I suggested to Rohn the idea that perturbation was in fact a reigning motif in lab lit, whereby some disturbing force upsets the intense, highly regulated environment of the laboratory and thereby exposes its norms – and that the principal perturbing force in lab lit was fraud and malpractice. She agreed with my first point, pointing out that such misdemeanours even crop up at the end of The Hard Problem, Tom Stoppard’s latest play at the National Theatre in London. But Rohn noted that fraud and malpractice are far from the sole sources of perturbation.

“You can’t have a good story without a plot complication,” she says. “In literature, the complications are invariably something bad or negative that the protagonist must overcome. Nobody wants to read a story about a guy who goes to work every day and good things happen to him, The End.” But what can happen in a lab that’s noteworthy and negative? “For better or worse, fraud and misconduct are obviously choices,” she says. “But you see many others in lab-lit fiction, including unhealthy competition, rivalry, mistaken theories, ethical dilemmas, clashes with activists and of course, that ancient trope – Everything Going Horribly Wrong When You Meddle With Things You Weren’t Meant To Know.”

The critical point

I reminded Rohn of Eudora Welty’s famous 1955 essay “Place in fiction”, in which the US author remarked that great novels and short stories require a strong sense of location. Such fiction, Welty wrote, is “bound up in the local, the ‘real,’ the present, the ordinary day-to-day of human experience”. As Welty went on to say, “Fiction depends for its life on place.” Every great story would be not only different but “unrecognizable as art” if moved elsewhere. Welty writes, “Imagine Swann’s Way laid in London, The Magic Mountain in Spain, or Green Mansions in the Black Forest.”
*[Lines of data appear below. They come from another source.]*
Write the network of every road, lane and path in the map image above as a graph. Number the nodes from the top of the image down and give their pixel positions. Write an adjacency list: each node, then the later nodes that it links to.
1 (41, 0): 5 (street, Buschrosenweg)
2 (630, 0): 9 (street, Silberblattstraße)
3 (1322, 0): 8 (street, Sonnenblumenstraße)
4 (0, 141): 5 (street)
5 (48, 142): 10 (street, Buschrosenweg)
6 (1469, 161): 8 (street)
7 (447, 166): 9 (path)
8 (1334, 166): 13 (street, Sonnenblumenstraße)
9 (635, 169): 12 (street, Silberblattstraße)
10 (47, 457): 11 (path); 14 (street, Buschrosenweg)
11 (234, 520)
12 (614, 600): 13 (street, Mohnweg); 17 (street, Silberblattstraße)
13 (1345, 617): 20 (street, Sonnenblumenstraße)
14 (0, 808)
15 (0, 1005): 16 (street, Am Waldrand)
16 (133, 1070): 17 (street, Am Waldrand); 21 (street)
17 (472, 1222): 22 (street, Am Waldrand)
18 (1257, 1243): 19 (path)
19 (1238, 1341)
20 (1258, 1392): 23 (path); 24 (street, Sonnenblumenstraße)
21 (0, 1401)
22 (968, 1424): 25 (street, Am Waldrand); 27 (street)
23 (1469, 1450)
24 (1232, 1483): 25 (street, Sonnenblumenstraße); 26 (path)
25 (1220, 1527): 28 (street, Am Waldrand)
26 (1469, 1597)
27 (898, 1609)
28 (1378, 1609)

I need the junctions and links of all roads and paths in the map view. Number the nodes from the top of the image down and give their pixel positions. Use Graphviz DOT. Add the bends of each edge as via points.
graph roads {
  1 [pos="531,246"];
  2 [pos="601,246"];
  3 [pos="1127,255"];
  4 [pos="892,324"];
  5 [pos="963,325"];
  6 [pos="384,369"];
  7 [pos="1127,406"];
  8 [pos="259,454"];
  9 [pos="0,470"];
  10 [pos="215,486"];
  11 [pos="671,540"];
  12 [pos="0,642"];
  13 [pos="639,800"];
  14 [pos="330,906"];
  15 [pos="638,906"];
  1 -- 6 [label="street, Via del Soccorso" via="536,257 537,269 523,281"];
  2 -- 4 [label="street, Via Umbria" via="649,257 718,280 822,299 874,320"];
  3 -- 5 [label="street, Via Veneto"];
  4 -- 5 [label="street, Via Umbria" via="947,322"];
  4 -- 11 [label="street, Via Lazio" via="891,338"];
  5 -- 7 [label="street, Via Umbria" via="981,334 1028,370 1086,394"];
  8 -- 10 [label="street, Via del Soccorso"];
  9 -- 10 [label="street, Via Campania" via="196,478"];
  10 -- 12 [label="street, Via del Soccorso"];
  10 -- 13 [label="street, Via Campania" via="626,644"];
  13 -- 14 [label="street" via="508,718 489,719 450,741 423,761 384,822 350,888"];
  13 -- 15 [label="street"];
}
Rohn agreed that Welty’s point holds equally true of lab lit. “A rivalry would be entirely different in an office setting instead of a lab.” She’s encouraged that lab lit has increased since she started the site – something she quantified a few years ago in Nature (465 552). Lab lit’s still rare, she says, but books like Barbara Kingsolver’s Flight Behaviour show that quality examples of the genre are “reaching a comfortable level of popular acceptance”.